Dataset records:
═══

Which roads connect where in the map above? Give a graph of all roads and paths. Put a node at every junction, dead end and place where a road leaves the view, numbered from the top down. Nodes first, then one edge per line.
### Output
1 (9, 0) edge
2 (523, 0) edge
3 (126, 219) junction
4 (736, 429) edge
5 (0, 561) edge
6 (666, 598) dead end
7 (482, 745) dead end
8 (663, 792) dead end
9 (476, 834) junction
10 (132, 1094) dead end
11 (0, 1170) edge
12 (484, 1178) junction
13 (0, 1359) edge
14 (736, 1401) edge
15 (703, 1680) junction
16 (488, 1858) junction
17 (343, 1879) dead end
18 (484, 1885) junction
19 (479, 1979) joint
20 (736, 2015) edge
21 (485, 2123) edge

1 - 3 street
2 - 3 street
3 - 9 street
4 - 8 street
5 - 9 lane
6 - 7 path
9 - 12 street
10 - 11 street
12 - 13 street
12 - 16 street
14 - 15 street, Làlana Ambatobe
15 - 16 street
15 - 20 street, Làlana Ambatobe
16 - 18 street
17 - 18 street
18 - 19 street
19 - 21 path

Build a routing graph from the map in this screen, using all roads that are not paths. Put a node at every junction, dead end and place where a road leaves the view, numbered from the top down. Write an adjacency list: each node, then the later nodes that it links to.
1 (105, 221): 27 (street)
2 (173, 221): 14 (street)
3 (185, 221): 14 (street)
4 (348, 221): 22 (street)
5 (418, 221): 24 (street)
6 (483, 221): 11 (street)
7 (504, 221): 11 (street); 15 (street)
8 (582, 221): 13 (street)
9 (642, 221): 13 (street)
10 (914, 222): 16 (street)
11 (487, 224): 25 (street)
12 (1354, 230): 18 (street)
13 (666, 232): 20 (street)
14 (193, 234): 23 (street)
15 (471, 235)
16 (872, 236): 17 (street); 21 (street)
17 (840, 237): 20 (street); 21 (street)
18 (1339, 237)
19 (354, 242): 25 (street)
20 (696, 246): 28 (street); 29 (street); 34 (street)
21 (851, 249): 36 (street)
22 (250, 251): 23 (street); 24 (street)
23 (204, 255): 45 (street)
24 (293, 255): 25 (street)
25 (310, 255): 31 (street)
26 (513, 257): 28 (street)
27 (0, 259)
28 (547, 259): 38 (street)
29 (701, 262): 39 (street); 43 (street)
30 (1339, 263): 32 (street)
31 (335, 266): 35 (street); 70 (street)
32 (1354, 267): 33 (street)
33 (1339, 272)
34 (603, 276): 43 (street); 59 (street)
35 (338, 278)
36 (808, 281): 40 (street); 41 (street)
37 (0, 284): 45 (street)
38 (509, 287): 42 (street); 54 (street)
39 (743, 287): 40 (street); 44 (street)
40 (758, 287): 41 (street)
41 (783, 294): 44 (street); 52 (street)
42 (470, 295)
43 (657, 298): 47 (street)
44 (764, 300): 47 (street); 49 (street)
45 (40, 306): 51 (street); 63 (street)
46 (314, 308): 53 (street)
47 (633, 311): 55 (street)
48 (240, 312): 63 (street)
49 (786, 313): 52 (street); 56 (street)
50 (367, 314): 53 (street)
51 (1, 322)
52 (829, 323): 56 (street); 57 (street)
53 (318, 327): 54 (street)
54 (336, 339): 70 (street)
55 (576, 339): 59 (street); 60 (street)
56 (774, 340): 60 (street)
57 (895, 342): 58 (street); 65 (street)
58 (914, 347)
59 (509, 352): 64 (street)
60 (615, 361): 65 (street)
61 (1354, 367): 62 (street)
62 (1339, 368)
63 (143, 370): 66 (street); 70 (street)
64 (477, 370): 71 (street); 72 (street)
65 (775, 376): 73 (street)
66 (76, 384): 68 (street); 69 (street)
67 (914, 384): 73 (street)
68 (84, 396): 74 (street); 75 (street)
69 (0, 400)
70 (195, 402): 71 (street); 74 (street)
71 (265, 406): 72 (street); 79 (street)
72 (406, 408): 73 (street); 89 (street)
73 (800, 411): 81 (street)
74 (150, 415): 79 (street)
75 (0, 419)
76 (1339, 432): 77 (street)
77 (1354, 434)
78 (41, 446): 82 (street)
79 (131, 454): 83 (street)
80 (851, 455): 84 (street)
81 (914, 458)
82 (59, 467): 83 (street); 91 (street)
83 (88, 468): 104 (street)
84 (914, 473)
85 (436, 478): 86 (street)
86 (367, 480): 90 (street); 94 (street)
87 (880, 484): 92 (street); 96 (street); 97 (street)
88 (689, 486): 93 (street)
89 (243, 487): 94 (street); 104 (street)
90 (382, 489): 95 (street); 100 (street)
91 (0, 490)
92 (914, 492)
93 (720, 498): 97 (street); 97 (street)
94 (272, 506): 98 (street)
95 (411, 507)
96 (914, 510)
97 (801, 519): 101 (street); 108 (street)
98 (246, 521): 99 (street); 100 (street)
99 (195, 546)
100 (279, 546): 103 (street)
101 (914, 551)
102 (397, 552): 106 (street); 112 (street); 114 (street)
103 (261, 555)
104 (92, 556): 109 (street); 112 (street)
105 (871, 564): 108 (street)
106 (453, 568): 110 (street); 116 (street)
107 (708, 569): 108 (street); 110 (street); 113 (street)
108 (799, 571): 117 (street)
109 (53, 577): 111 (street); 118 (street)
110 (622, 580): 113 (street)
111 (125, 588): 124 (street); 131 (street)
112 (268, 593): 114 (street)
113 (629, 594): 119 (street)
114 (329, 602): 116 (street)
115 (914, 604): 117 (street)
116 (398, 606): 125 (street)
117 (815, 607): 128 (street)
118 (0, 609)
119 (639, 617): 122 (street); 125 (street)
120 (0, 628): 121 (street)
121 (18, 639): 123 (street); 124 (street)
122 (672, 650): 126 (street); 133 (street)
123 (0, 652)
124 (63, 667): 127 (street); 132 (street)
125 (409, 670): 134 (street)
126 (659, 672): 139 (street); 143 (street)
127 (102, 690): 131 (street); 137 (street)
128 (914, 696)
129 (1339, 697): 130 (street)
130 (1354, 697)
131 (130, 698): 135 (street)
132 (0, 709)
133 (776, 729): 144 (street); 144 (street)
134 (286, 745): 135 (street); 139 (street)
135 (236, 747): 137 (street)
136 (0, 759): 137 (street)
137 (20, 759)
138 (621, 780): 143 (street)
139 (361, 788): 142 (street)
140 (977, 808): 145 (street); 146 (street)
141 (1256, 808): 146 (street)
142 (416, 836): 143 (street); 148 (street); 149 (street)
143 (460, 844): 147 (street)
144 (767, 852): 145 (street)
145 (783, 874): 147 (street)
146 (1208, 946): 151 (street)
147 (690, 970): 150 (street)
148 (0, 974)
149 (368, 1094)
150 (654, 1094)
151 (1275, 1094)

═══

Aim of the task: Lines of the material that hold the word "Làlana" should be counted, and the number alone given.

Task result: 2